Petitioners first argue that their due process rights were infringed due to the IJ’s questioning. Due process entitles an alien in removal proceedings to a “full and fair hearing of his [or her] claims and a reasonable opportunity to present evidence on his [or her] behalf.” Colmenar v. INS, 210 F.3d 967, 971 (9th Cir.2000). “To prevail on a due process challenge to [immigration] proceedings, [an alien] must show error and substantial prejudice.” Larita-Martinez v. INS, 220 F.3d 1092, 1095 (9th Cir.2000) (second alteration in original) (quoting Lata v. INS, 204 F.3d 1241, 1246 (9th Cir.2000)). According to Petitioners, the IJ’s “antagonism” rose to the level of denying them a fair and neutral tribunal by interrupting Fu’s testimony on several occasions to ask specific questions and expressing frustration at his answers. However, as the BIA properly noted, the IJ permitted Fu’s counsel to resume their examination of him, provided Fu with the opportunity to clarify his testimony, and allowed Fu’s counsel.to conduct redirect examination of Fu, which he declined. Petitioners have not identified any material evidence that they were precluded from presenting. As such, they cannot show error or prejudice, and their due process claim fails.

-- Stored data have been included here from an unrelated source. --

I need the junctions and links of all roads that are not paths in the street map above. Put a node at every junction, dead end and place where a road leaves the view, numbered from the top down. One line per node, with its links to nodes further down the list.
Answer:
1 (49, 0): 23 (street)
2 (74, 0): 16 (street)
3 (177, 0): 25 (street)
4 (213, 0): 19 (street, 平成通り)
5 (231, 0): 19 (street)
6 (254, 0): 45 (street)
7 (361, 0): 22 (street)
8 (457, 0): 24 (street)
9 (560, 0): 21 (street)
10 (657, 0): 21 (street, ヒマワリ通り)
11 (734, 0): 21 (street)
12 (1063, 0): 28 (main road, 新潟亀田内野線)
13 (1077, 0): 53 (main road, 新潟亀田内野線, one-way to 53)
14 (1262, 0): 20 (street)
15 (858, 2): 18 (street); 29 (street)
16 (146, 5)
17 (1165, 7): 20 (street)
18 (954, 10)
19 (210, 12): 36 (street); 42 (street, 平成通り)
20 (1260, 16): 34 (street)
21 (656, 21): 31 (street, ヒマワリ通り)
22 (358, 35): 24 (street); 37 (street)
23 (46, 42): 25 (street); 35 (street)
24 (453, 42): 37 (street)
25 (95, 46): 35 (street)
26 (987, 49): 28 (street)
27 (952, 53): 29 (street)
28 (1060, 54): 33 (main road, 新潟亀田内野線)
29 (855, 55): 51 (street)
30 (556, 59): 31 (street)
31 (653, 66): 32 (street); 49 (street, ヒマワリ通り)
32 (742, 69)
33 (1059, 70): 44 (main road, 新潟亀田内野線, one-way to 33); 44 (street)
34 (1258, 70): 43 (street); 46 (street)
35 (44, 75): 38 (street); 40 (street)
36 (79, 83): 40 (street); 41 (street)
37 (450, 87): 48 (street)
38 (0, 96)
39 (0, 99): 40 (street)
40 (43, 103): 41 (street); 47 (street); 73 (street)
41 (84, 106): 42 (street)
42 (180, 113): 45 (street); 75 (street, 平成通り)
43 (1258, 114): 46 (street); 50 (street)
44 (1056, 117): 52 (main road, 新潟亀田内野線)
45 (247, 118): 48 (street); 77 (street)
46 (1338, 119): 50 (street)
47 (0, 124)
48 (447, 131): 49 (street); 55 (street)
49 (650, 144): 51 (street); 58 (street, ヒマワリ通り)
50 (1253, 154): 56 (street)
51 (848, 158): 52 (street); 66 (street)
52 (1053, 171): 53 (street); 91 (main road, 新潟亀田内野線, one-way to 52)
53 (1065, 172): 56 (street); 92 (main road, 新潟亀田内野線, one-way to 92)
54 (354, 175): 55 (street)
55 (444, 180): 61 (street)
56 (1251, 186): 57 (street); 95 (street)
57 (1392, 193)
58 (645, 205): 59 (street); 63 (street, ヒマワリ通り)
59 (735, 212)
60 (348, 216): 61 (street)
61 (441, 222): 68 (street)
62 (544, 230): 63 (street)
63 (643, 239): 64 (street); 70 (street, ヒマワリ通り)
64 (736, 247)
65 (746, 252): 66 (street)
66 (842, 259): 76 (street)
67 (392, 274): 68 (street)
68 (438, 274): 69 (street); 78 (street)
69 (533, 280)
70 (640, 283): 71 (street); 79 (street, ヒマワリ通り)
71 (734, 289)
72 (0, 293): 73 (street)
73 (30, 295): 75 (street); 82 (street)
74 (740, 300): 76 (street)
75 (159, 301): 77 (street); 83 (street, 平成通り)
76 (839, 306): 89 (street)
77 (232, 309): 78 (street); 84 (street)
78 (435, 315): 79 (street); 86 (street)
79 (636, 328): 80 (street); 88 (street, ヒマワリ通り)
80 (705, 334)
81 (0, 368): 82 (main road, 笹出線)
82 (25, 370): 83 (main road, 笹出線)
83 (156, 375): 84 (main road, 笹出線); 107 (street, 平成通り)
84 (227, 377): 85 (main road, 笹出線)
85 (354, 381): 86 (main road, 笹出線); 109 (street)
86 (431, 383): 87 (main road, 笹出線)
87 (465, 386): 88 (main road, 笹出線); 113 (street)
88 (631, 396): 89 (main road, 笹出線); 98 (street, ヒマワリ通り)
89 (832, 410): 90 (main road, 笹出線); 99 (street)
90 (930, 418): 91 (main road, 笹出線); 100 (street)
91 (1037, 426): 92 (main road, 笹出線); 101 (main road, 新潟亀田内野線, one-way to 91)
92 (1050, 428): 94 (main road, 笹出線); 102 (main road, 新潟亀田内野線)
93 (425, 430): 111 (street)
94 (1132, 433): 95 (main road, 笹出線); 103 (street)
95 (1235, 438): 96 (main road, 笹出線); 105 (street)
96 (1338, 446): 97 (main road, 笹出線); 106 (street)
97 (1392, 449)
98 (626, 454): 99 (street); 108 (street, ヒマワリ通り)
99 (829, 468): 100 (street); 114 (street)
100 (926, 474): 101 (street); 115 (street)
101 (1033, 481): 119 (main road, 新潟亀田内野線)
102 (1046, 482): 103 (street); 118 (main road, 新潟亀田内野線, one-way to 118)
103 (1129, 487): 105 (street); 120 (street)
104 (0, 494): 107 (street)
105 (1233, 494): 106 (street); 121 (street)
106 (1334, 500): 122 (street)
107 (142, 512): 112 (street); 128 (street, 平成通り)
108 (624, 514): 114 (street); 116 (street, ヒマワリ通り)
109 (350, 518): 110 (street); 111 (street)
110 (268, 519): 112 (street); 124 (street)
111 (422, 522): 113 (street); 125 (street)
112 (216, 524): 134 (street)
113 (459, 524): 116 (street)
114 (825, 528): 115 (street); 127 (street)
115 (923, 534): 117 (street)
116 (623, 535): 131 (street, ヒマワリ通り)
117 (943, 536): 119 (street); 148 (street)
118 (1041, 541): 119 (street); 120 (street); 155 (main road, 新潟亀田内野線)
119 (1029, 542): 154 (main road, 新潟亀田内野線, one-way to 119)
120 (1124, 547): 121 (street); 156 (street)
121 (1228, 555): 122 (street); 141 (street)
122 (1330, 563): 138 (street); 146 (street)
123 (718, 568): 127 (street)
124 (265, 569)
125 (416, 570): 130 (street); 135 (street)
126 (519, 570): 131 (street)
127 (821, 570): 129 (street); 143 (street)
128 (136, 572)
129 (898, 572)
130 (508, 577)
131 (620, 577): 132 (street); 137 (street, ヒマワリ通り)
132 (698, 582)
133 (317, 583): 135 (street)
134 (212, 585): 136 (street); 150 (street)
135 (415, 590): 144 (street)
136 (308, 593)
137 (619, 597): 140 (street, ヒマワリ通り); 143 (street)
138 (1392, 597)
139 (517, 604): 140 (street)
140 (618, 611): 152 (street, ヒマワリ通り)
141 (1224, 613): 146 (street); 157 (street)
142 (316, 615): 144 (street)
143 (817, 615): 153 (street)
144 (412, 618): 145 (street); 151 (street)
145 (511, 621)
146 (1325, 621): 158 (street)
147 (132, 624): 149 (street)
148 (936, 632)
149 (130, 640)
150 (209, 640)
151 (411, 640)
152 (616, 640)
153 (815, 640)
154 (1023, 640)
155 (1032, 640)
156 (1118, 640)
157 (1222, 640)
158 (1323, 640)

Petitioners also argue that the IJ’s adverse credibility determination of Fu was unsupported by substantial evidence. Under the REAL ID Act, the IJ may base an adverse credibility determination on any relevant factor that, considered in light of the totality of the circumstances, can reasonably be said to have a “bearing on a petitioner’s veracity.” Shrestha v. Holder, 590 F.3d 1034, 1044 (9th Cir.2010). Here, considerable discrepancies existed between Fu’s asylum application, his asylum declaration, and his testimony regarding his claim of past persecution in China on account of his Christian religion. For example, in Fu’s asylum declaration, he testified that during his November 2003 arrest, he was ordered to call his family on a cell phone, he was given a white and blue uniform, and that after his release from the detention center, a friend picked him up and he stayed at his friend’s home for a week. However, at the hearing, he testified that he could not call his family, he was not given a uniform and spent his entire detention in his underwear, and upon release, his friend immediately took him home. When the IJ questioned Fu about these inconsistencies, he only explained that his English, was poor, which the IJ discredited because Fu admitted that his attorney’s law firm had Chinese language services. Additionally, in Fu’s asylum application, he reported being evicted by the Chinese police twice between August and October 2008. Yet, in his asylum declaration, he reported only living at one address in China. When the IJ questioned Fu about these additional inconsistencies, he dismissed them as unimportant, emphasizing that there were more than ten times when the police raided his church-home. Given Fu’s inconsistencies and his lack of credible explanations, the record reveals substantial evidence to support the IJ’s adverse credibility determination.

PETITION DENIED. 
      
       This disposition is not appropriate for publication and is not precedent except as provided by 9th Cir. R. 36-3.